On September 11, 1997, when I stared for the first time into the eyes of the being who had been trampolining off my bladder for the past 42 ½  weeks, I couldn’t believe the rush of love I felt. I loved Her and I also loved the magic of the biology of me.  One of the biggest surprises of motherhood is the way it changed how I began to look at myself, who I was, and what I believed I deserved, especially in contrast with what I wanted for my little girl.  What are daughters for but to make us see the innocence, the beauty, and goodness that can come into this world and inspire us to be the best versions of ourselves? Would we inflict our own bargains on our daughters? 

Even in a land as rich and vast and magical as America, our women know what it is to tread carefully, silently, fearfully.  Every day in the privacy of my little dressing room, I glimpse the scars.  I see the wounds of flesh and psyche.  Some of us have been hurt by fists as well as words.  Worst of all is being hurt by the lack of words, the lack of story, the lack of being heard, seen, valued, cherished, or allowed to blossom.   My own life is haunted by painful choices that led to painful learning.   At the tender age of 46, I decided I was going to live Authentically, or not at all.  I decided to get off the floor and LIVE because I had a precious daughter and a precious son who needed their mama not just to survive, but to teach them how Strong a woman really can be.
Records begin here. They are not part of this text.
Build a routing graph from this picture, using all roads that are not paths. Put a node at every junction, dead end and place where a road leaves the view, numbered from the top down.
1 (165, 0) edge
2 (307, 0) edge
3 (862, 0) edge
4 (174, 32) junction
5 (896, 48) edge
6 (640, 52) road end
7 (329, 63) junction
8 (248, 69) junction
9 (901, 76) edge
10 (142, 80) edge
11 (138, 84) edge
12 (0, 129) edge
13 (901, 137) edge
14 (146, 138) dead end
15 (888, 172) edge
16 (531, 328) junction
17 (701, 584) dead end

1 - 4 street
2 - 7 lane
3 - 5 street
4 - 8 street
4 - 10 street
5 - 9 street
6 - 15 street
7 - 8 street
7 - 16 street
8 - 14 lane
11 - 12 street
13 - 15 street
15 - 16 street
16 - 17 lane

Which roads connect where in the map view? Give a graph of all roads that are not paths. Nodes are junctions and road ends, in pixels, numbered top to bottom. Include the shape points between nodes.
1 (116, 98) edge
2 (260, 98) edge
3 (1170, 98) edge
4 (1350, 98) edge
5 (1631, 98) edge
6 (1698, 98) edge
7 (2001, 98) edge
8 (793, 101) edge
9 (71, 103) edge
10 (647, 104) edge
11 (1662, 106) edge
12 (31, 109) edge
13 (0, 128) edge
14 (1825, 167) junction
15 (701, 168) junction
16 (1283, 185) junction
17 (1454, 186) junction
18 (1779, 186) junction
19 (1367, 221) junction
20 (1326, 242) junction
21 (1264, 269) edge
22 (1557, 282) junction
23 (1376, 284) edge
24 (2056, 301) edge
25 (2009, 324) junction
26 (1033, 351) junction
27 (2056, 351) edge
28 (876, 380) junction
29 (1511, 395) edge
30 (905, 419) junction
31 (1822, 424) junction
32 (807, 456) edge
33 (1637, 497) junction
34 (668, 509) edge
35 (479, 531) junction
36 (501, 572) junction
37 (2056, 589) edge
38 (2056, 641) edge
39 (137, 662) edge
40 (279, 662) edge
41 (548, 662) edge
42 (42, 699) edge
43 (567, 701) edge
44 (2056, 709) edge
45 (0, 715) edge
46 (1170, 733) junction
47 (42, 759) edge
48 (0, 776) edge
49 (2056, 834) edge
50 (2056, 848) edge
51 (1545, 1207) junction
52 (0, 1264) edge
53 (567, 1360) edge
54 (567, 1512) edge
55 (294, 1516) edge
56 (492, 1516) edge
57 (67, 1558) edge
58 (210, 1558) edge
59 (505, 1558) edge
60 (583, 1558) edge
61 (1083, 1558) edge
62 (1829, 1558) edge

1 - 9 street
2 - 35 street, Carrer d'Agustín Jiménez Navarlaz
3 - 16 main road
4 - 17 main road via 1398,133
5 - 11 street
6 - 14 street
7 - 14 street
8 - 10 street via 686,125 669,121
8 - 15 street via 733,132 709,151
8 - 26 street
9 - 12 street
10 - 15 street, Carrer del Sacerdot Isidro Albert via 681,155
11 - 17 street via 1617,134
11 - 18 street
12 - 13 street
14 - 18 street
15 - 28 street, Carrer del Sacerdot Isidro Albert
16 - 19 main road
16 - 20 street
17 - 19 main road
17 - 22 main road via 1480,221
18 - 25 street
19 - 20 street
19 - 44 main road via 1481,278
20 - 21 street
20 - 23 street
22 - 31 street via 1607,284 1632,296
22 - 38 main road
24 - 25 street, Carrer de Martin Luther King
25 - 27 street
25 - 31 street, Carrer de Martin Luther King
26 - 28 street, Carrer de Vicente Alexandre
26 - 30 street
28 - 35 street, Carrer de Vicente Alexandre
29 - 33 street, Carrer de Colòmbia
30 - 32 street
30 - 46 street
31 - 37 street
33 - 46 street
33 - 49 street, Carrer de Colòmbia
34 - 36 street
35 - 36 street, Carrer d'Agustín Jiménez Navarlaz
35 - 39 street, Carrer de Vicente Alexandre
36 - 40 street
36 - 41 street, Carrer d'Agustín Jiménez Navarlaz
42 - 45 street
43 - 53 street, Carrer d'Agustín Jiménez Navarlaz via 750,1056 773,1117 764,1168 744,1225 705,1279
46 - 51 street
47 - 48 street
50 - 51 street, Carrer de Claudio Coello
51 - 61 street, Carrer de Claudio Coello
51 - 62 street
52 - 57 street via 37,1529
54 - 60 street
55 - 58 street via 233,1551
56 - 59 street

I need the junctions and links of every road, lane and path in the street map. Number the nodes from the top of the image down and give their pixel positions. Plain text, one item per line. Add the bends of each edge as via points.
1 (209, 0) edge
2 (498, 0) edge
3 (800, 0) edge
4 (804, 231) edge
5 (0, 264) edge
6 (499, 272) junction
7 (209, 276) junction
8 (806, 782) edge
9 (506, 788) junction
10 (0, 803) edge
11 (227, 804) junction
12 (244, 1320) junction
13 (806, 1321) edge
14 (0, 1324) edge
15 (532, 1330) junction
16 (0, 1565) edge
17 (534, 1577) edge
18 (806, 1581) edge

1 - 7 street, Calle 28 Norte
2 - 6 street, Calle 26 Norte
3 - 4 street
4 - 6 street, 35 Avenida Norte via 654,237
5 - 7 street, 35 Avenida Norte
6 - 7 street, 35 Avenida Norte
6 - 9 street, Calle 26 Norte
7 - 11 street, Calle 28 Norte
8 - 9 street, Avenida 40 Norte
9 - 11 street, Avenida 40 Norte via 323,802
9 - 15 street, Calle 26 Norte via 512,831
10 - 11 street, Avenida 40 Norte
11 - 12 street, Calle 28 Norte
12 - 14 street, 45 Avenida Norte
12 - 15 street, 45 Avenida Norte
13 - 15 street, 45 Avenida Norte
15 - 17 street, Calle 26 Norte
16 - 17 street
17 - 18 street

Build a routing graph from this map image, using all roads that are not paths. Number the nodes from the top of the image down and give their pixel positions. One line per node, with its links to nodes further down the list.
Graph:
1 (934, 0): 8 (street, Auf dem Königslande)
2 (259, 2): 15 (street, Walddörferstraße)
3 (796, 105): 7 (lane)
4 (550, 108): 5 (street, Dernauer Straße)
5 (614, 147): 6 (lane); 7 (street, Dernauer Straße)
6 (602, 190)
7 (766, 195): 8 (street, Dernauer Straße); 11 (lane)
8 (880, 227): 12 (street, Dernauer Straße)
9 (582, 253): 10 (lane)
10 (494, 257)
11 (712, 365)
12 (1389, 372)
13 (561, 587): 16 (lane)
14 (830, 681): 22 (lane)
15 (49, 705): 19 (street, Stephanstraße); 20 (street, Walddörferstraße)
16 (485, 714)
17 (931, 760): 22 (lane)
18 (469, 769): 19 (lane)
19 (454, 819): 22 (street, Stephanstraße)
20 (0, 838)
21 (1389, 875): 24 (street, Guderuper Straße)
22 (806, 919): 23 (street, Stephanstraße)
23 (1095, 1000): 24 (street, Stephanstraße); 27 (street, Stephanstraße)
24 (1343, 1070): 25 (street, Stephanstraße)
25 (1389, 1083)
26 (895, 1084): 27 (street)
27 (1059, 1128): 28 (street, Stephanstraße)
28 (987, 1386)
 Many women never get that choice. 

My dear friend, who just turned eighty and has lived a long life in service to others, says “Whatever this lifetime has left for me, it’s got to be the lifetime in which I get to be who I want to be. So it should be for all women.” This is all I have ever wanted for my daughter too. Too many people believe that if the cage is pretty enough, no one will care if the bird sings or not.  I care.  Smash the cages.  I want ALL birds to sing.

To get where I am today, I’ve had a tremendous amount of love, help, and support.  I didn’t do anything alone.  I am thankful to live, love, and work in this country, flawed and misguided and selfish as it is.  I gratefully pay my taxes. I really do kiss each check as I put it in with my returns and send it with a blessing that it be spent well to help many.  I am thankful to all those working to keep us “safe.” I question whether safety comes at the end of a rifle but I do know from training cattle that words don’t teach unless you are prepared to back them with the force of an understandable consequence.   As a woman who owns nine sheep and no fences, I know that strong boundaries are a MUST.  But so too are gates.  Being open to ideas, to healing, to those who know and can do better is a MUST as well.

I am thankful to have this incredible daughter and to share the experiences of womanhood with her. I celebrate the miracle that enabled me to create a life within my bones, ribs beneath my ribs, flesh of my flesh, blood of my blood, and to feel with awe the crush of a skull forcing its way through the portal of pelvis to air and light and the waiting embrace of Love.  Today, as always, I cherish my gift to do that for someone I have grown to love so dearly.  I may have given her the gift of life, but Life gave me the gift of Her.  I wouldn’t change my gender for all the tea in China, and miss out on an experience like that. I genuinely mourn for those who would chose to bear or keep their children and can’t.

I count my blessings every year on this day, that there are brave souls who wisely put our daughters first.  It’s good for them. It’s good for all of us.  Saving our daughters saves us all in the end. I know that we need more Menders in this world. More strong daughters. We haven’t done our best by them, from the looks of things, and I am deeply sorry about that.  But perhaps… We can take up the work that has been left for us to do…and KEEP MENDING!

What shall we give Life/birth to Today?

Thank you.

I love you.

Nancy

P.S. I know this has been a long, tough read. Thank you for enduring. This essay contains 2,526 words.That’s not even one for every name of a person who perished in the initial attack on September 11th 2001.